If I know the number of keys and exactly what are those keys, is there
any way in python to make a dict (or a hashtable) work more
efficiently? I vaguely remember that if you know the keys, you can
design the hash function smartly (perfect hash?) and allocate the
space beforehand.
Python doesn't expose a pre-sizing option to speed-up the "growth phase" of a dictionary, nor does it provide any direct controls over "placement" in the dictionary.

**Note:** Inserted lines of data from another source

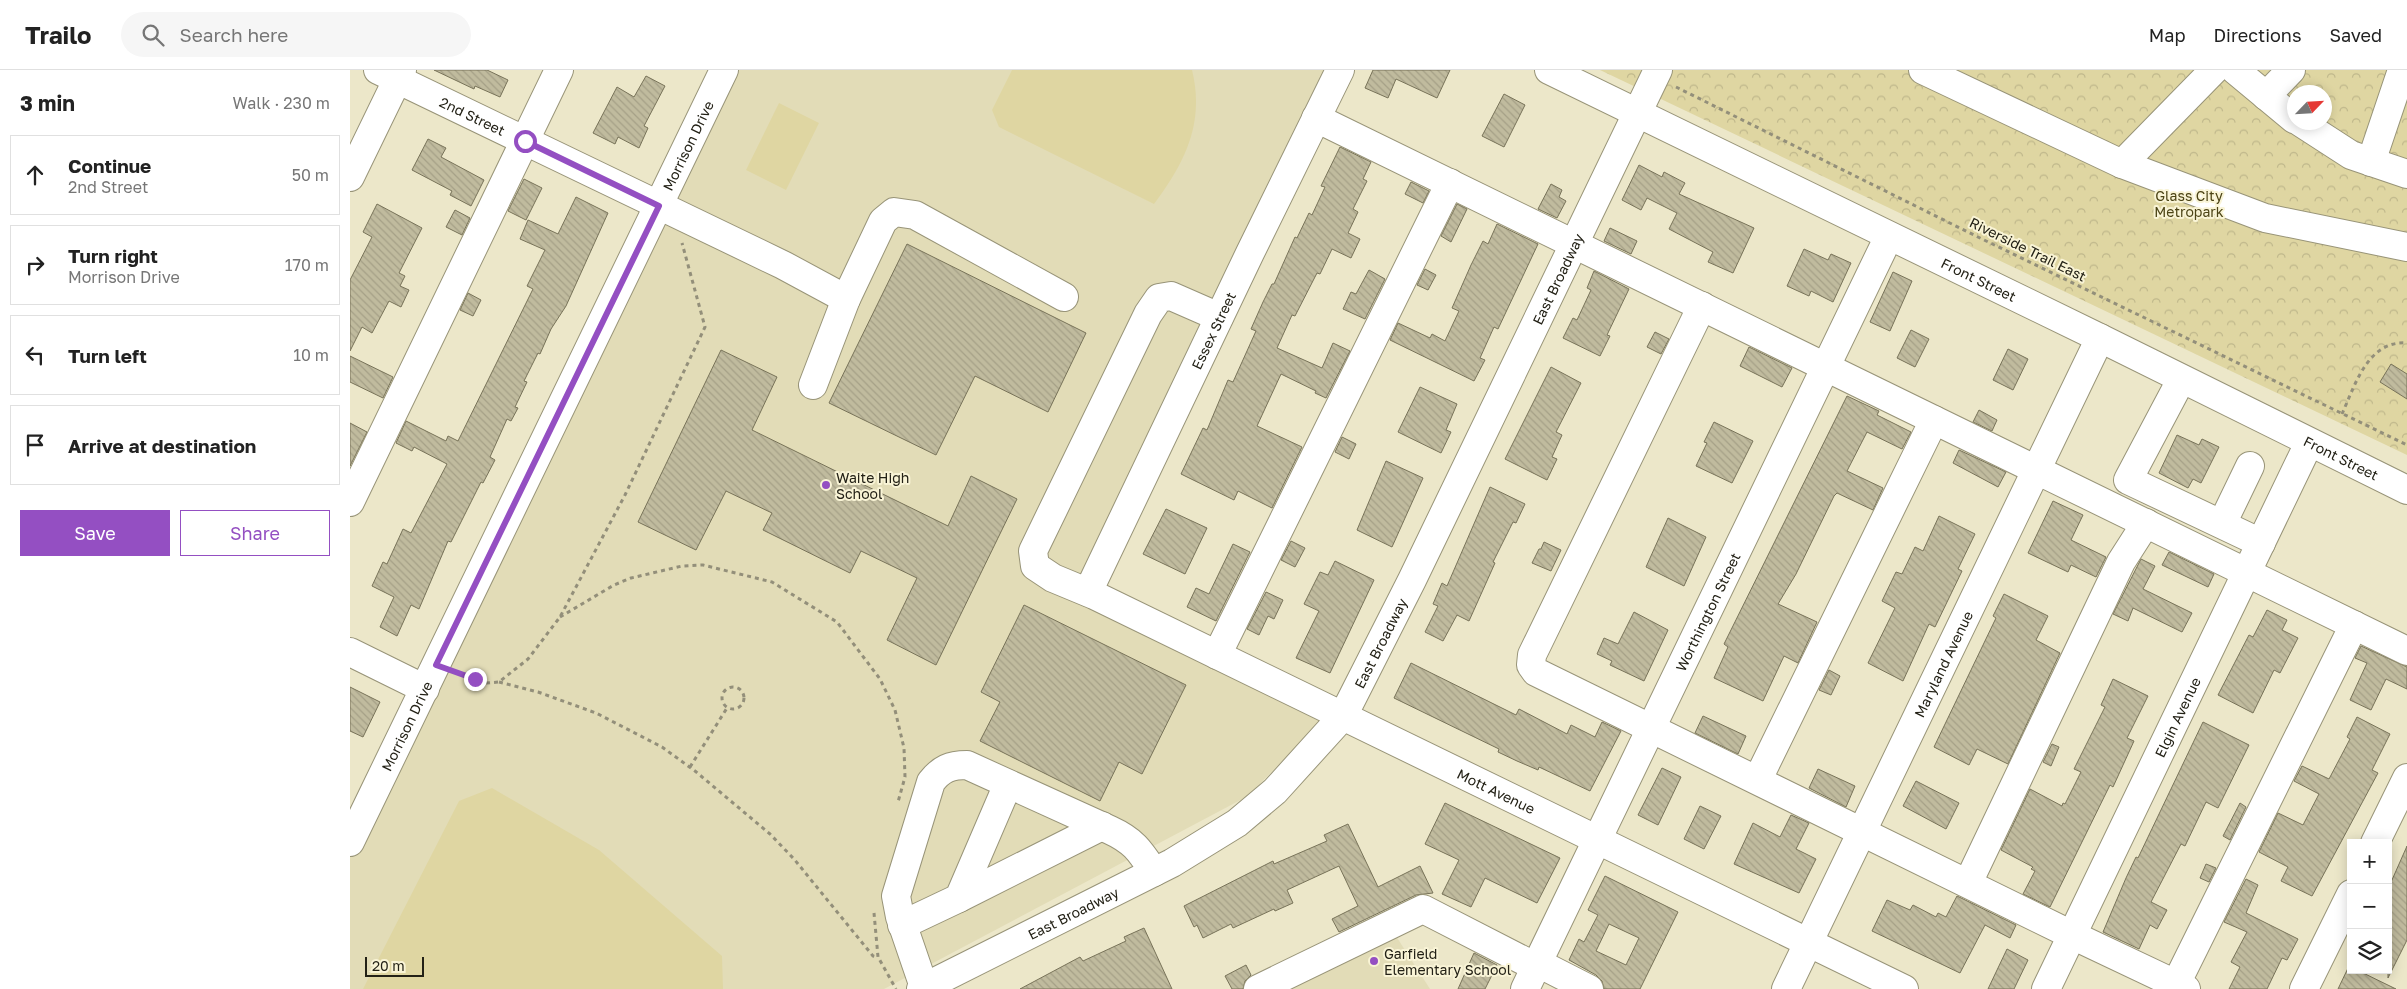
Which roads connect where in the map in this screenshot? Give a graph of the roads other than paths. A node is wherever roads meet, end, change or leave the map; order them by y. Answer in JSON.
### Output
{"nodes":[{"id":1,"x":559,"y":70,"type":"edge"},
{"id":2,"x":724,"y":70,"type":"edge"},
{"id":3,"x":1340,"y":70,"type":"edge"},
{"id":4,"x":1549,"y":70,"type":"edge"},
{"id":5,"x":1923,"y":70,"type":"edge"},
{"id":6,"x":2214,"y":70,"type":"edge"},
{"id":7,"x":2235,"y":70,"type":"edge"},
{"id":8,"x":2291,"y":70,"type":"edge"},
{"id":9,"x":2402,"y":70,"type":"edge"},
{"id":10,"x":392,"y":73,"type":"edge"},
{"id":11,"x":1657,"y":73,"type":"edge"},
{"id":12,"x":2266,"y":96,"type":"junction"},
{"id":13,"x":1638,"y":113,"type":"junction"},
{"id":14,"x":2287,"y":113,"type":"edge"},
{"id":15,"x":1316,"y":118,"type":"junction"},
{"id":16,"x":2312,"y":130,"type":"edge"},
{"id":17,"x":525,"y":141,"type":"junction"},
{"id":18,"x":2371,"y":162,"type":"junction"},
{"id":19,"x":2122,"y":164,"type":"junction"},
{"id":20,"x":2407,"y":174,"type":"edge"},
{"id":21,"x":350,"y":177,"type":"edge"},
{"id":22,"x":1450,"y":183,"type":"junction"},
{"id":23,"x":659,"y":206,"type":"junction"},
{"id":24,"x":1889,"y":236,"type":"junction"},
{"id":25,"x":1574,"y":244,"type":"junction"},
{"id":26,"x":2407,"y":247,"type":"edge"},
{"id":27,"x":1064,"y":297,"type":"dead end"},
{"id":28,"x":846,"y":299,"type":"junction"},
{"id":29,"x":1702,"y":306,"type":"junction"},
{"id":30,"x":1219,"y":317,"type":"junction"},
{"id":31,"x":2100,"y":338,"type":"junction"},
{"id":32,"x":1826,"y":367,"type":"junction"},
{"id":33,"x":2181,"y":380,"type":"junction"},
{"id":34,"x":813,"y":385,"type":"dead end"},
{"id":35,"x":1934,"y":420,"type":"junction"},
{"id":36,"x":2309,"y":443,"type":"junction"},
{"id":37,"x":2250,"y":466,"type":"dead end"},
{"id":38,"x":2036,"y":470,"type":"junction"},
{"id":39,"x":2407,"y":490,"type":"edge"},
{"id":40,"x":350,"y":502,"type":"edge"},
{"id":41,"x":2146,"y":523,"type":"junction"},
{"id":42,"x":2222,"y":524,"type":"junction"},
{"id":43,"x":2261,"y":543,"type":"junction"},
{"id":44,"x":2246,"y":573,"type":"junction"},
{"id":45,"x":1088,"y":592,"type":"junction"},
{"id":46,"x":2354,"y":625,"type":"junction"},
{"id":47,"x":2407,"y":651,"type":"edge"},
{"id":48,"x":350,"y":652,"type":"edge"},
{"id":49,"x":1217,"y":655,"type":"junction"},
{"id":50,"x":431,"y":677,"type":"junction"},
{"id":51,"x":1343,"y":716,"type":"junction"},
{"id":52,"x":1652,"y":727,"type":"junction"},
{"id":53,"x":2407,"y":778,"type":"edge"},
{"id":54,"x":1758,"y":780,"type":"junction"},
{"id":55,"x":1008,"y":784,"type":"junction"},
{"id":56,"x":1102,"y":826,"type":"junction"},
{"id":57,"x":1862,"y":831,"type":"junction"},
{"id":58,"x":2378,"y":839,"type":"edge"},
{"id":59,"x":1598,"y":840,"type":"junction"},
{"id":60,"x":350,"y":842,"type":"edge"},
{"id":61,"x":1154,"y":872,"type":"junction"},
{"id":62,"x":1968,"y":883,"type":"junction"},
{"id":63,"x":959,"y":898,"type":"junction"},
{"id":64,"x":2347,"y":902,"type":"edge"},
{"id":65,"x":902,"y":925,"type":"junction"},
{"id":66,"x":2072,"y":935,"type":"junction"},
{"id":67,"x":1808,"y":942,"type":"junction"},
{"id":68,"x":1533,"y":973,"type":"edge"},
{"id":69,"x":2181,"y":987,"type":"edge"},
{"id":70,"x":922,"y":988,"type":"edge"},
{"id":71,"x":1258,"y":989,"type":"edge"},
{"id":72,"x":1589,"y":989,"type":"edge"},
{"id":73,"x":1786,"y":989,"type":"edge"},
{"id":74,"x":1904,"y":989,"type":"edge"},
{"id":75,"x":2046,"y":989,"type":"edge"},
{"id":76,"x":2304,"y":989,"type":"edge"}],
"edges":[{"from":1,"to":17,"type":"street"},
{"from":2,"to":23,"type":"street","name":"Morrison Drive"},
{"from":3,"to":15,"type":"street","name":"Essex Street"},
{"from":4,"to":13,"type":"street","name":"Front Street"},
{"from":5,"to":19,"type":"street"},
{"from":6,"to":19,"type":"street"},
{"from":7,"to":12,"type":"street"},
{"from":8,"to":12,"type":"street"},
{"from":9,"to":18,"type":"street"},
{"from":10,"to":17,"type":"street","name":"2nd Street"},
{"from":10,"to":21,"type":"street"},
{"from":11,"to":13,"type":"street","name":"East Broadway"},
{"from":12,"to":14,"type":"street"},
{"from":13,"to":24,"type":"street","name":"Front Street"},
{"from":13,"to":25,"type":"street","name":"East Broadway"},
{"from":15,"to":22,"type":"street"},
{"from":15,"to":30,"type":"street","name":"Essex Street"},
{"from":16,"to":18,"type":"street"},
{"from":17,"to":23,"type":"street","name":"2nd Street"},
{"from":17,"to":40,"type":"street"},
{"from":18,"to":20,"type":"street"},
{"from":19,"to":26,"type":"street"},
{"from":22,"to":25,"type":"street"},
{"from":22,"to":49,"type":"street"},
{"from":23,"to":28,"type":"street","name":"2nd Street"},
{"from":23,"to":50,"type":"street","name":"Morrison Drive"},
{"from":24,"to":31,"type":"street","name":"Front Street"},
{"from":24,"to":32,"type":"street","name":"Worthington Street"},
{"from":25,"to":29,"type":"street"},
{"from":25,"to":51,"type":"street","name":"East Broadway"},
{"from":27,"to":28,"type":"street"},
{"from":28,"to":34,"type":"street"},
{"from":29,"to":32,"type":"street"},
{"from":29,"to":52,"type":"street"},
{"from":30,"to":45,"type":"street","name":"Essex Street"},
{"from":30,"to":45,"type":"street","name":"Mott Avenue"},
{"from":31,"to":33,"type":"street","name":"Front Street"},
{"from":31,"to":38,"type":"street","name":"Maryland Avenue"},
{"from":32,"to":35,"type":"street"},
{"from":32,"to":52,"type":"street","name":"Worthington Street"},
{"from":33,"to":36,"type":"street","name":"Front Street"},
{"from":33,"to":42,"type":"street"},
{"from":35,"to":38,"type":"street"},
{"from":35,"to":54,"type":"street"},
{"from":36,"to":39,"type":"street","name":"Front Street"},
{"from":36,"to":43,"type":"street","name":"Elgin Avenue"},
{"from":37,"to":42,"type":"street"},
{"from":38,"to":41,"type":"street"},
{"from":38,"to":57,"type":"street","name":"Maryland Avenue"},
{"from":41,"to":44,"type":"street"},
{"from":41,"to":62,"type":"street"},
{"from":42,"to":43,"type":"street"},
{"from":43,"to":44,"type":"street","name":"Elgin Avenue"},
{"from":44,"to":46,"type":"street"},
{"from":44,"to":66,"type":"street","name":"Elgin Avenue"},
{"from":45,"to":49,"type":"street","name":"Mott Avenue"},
{"from":46,"to":47,"type":"street"},
{"from":46,"to":69,"type":"street"},
{"from":48,"to":50,"type":"street"},
{"from":49,"to":51,"type":"street","name":"Mott Avenue"},
{"from":50,"to":60,"type":"street","name":"Morrison Drive"},
{"from":51,"to":59,"type":"street","name":"Mott Avenue"},
{"from":51,"to":61,"type":"street","name":"East Broadway"},
{"from":52,"to":54,"type":"street"},
{"from":52,"to":59,"type":"street","name":"Worthington Street"},
{"from":53,"to":58,"type":"street"},
{"from":54,"to":57,"type":"street"},
{"from":55,"to":56,"type":"street"},
{"from":55,"to":63,"type":"street"},
{"from":55,"to":65,"type":"street"},
{"from":56,"to":61,"type":"street"},
{"from":56,"to":63,"type":"street"},
{"from":57,"to":62,"type":"street"},
{"from":57,"to":67,"type":"street","name":"Maryland Avenue"},
{"from":59,"to":67,"type":"street","name":"Mott Avenue"},
{"from":59,"to":68,"type":"street","name":"Worthington Street"},
{"from":61,"to":70,"type":"street","name":"East Broadway"},
{"from":62,"to":66,"type":"street"},
{"from":63,"to":65,"type":"street"},
{"from":64,"to":76,"type":"street"},
{"from":65,"to":70,"type":"street"},
{"from":66,"to":69,"type":"street"},
{"from":66,"to":75,"type":"street","name":"Elgin Avenue"},
{"from":67,"to":73,"type":"street","name":"Maryland Avenue"},
{"from":67,"to":74,"type":"street","name":"Mott Avenue"},
{"from":68,"to":71,"type":"street"},
{"from":68,"to":72,"type":"street"}]}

That said, if the keys are always known in advance, you can store them in a set and build your dictionaries from the set using dict.fromkeys(). That classmethod is optimized to pre-size the dictionary based on the set size and it can populate the dictionary without any new calls to __hash__():
>>> keys = {'red', 'green', 'blue', 'yellow', 'orange', 'pink', 'black'}
>>> d = dict.fromkeys(keys) # dict is pre-sized to 32 empty slots
If reducing collisions is your goal, you can run experiments on the insertion order in the dictionary to minimize pile-ups. (Take a look at Brent's variation on Algorithm D in Knuth's TAOCP to get an idea of how this is done).

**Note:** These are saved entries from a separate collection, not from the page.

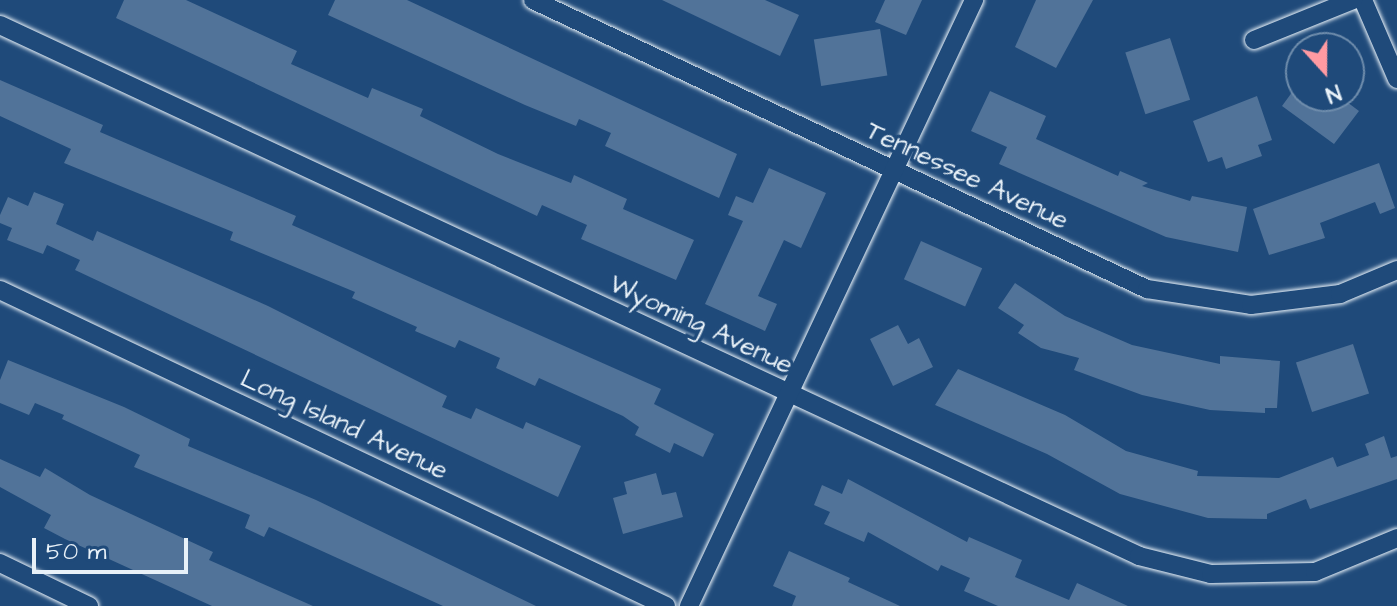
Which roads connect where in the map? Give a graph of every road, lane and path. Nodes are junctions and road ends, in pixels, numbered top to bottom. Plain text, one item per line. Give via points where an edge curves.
1 (533, 0) edge
2 (974, 0) edge
3 (1353, 0) edge
4 (1363, 0) edge
5 (0, 25) edge
6 (1254, 40) dead end
7 (1397, 79) edge
8 (894, 171) junction
9 (1397, 270) edge
10 (0, 290) edge
11 (789, 396) junction
12 (1397, 538) edge
13 (0, 563) edge
14 (89, 606) edge
15 (666, 606) edge
16 (689, 606) edge

1 - 8 street, Tennessee Avenue
2 - 8 street
3 - 6 street
4 - 7 street
5 - 11 street, Wyoming Avenue
8 - 9 street, Tennessee Avenue via 1147,289 1202,301 1298,301 1340,294
8 - 11 street
10 - 15 street, Long Island Avenue
11 - 12 street, Wyoming Avenue via 1139,556 1211,574 1315,572
11 - 16 street
13 - 14 street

By instrumenting a pure Python model for dictionaries (such as this one), it is possible to count the weighted-average number of probes for an alternative insertion order. For example, inserting dict.fromkeys([11100, 22200, 44400, 33300]) averages 1.75 probes per lookup. That beats the 2.25 average probes per lookup for dict.fromkeys([33300, 22200, 11100, 44400]).
Another "trick" is to increase spareness in a fully populated dictionary by fooling it into increasing its size without adding new keys:
d = dict.fromkeys(['red', 'green', 'blue', 'yellow', 'orange'])
d.update(dict(d)) # This makes room for additional keys
# and makes the set collision-free.
Lastly, you can introduce your own custom __hash__() for your keys with the goal of eliminating all collisions (perhaps using a perfect hash generator such as gperf).